======== Provided information ========

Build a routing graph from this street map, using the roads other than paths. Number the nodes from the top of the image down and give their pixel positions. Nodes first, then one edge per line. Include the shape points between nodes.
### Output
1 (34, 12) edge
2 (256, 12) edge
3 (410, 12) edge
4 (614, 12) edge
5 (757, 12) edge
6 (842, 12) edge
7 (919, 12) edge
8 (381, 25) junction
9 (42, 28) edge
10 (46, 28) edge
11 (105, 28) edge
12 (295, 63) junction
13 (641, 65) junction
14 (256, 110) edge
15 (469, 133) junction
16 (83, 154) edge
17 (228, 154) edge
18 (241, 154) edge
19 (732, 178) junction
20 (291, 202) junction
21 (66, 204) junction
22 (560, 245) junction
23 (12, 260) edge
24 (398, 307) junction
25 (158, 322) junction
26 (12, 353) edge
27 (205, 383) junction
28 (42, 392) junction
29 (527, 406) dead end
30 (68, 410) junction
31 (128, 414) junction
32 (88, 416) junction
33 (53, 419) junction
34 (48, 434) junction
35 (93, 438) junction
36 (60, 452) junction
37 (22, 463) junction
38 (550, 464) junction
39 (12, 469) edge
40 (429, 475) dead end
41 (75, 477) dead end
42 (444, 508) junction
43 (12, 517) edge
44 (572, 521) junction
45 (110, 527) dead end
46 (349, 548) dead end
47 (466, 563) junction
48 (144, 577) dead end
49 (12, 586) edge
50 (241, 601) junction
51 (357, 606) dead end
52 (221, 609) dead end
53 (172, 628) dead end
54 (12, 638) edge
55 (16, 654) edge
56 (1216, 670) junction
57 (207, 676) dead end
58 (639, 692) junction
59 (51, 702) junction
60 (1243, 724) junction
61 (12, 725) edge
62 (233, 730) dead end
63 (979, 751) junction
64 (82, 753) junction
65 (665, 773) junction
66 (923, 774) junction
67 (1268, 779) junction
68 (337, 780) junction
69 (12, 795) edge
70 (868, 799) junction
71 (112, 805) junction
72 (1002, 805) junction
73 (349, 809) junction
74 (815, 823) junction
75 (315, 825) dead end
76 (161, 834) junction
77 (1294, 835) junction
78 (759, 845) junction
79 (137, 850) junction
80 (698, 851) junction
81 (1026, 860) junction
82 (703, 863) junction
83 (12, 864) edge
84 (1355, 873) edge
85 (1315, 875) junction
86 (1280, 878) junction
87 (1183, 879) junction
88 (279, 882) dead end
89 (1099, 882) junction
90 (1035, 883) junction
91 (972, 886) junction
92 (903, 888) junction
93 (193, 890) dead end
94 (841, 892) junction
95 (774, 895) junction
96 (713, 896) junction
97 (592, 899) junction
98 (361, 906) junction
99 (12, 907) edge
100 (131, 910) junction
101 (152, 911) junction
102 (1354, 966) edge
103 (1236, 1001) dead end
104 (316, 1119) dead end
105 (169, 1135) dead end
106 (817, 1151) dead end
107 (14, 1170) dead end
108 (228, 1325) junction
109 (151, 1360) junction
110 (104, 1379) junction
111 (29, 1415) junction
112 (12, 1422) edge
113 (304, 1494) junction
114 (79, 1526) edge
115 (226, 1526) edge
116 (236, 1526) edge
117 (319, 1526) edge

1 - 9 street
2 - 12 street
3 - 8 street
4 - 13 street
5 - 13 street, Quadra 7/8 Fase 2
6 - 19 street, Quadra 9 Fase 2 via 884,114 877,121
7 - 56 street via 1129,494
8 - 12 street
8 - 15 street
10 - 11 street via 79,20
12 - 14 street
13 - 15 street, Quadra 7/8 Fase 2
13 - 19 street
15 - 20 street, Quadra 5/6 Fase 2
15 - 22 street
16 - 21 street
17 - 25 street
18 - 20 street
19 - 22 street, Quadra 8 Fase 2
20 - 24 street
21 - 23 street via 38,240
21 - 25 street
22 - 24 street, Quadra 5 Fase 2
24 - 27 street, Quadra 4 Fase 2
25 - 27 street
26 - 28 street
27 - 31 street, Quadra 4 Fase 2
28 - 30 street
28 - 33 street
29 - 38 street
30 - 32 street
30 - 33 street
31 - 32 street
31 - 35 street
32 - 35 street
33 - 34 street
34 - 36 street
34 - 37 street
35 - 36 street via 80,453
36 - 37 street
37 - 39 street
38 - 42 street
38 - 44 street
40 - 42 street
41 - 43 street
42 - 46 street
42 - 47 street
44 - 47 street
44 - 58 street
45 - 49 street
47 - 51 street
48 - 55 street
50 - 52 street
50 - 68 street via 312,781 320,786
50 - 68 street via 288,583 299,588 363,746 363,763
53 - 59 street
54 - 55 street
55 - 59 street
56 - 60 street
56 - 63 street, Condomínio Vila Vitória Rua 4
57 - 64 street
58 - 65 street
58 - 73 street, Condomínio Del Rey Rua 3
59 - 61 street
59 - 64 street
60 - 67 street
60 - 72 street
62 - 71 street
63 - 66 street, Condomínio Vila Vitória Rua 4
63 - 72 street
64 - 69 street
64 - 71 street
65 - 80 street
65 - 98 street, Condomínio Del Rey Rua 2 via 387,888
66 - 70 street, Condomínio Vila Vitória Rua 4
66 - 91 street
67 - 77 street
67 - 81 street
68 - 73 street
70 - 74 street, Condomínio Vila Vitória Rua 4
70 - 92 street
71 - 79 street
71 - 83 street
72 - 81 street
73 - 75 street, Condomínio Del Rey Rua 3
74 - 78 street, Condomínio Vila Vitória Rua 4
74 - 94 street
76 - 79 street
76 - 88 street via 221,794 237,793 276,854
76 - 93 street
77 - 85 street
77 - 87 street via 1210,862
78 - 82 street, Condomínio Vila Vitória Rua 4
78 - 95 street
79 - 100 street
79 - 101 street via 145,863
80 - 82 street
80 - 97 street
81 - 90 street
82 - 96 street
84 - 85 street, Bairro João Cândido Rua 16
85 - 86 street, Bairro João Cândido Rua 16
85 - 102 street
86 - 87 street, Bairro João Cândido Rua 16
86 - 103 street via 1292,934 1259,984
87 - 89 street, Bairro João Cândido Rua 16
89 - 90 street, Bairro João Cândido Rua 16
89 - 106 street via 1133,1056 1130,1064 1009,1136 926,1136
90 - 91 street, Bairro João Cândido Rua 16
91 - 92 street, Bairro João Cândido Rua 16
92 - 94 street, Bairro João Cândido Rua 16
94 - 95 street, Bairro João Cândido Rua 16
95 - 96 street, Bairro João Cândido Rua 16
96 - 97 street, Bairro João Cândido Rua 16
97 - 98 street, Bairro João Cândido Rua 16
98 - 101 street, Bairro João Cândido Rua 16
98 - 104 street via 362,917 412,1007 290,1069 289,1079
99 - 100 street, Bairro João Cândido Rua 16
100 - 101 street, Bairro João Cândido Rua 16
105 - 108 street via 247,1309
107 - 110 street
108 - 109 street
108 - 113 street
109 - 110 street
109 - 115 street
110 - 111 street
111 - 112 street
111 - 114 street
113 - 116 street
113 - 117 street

========

#### Exercise:
Search the data above and return each line in which "Fase" occurs.

#### Answer area:
5 - 13 street, Quadra 7/8 Fase 2
6 - 19 street, Quadra 9 Fase 2 via 884,114 877,121
13 - 15 street, Quadra 7/8 Fase 2
15 - 20 street, Quadra 5/6 Fase 2
19 - 22 street, Quadra 8 Fase 2
22 - 24 street, Quadra 5 Fase 2
24 - 27 street, Quadra 4 Fase 2
27 - 31 street, Quadra 4 Fase 2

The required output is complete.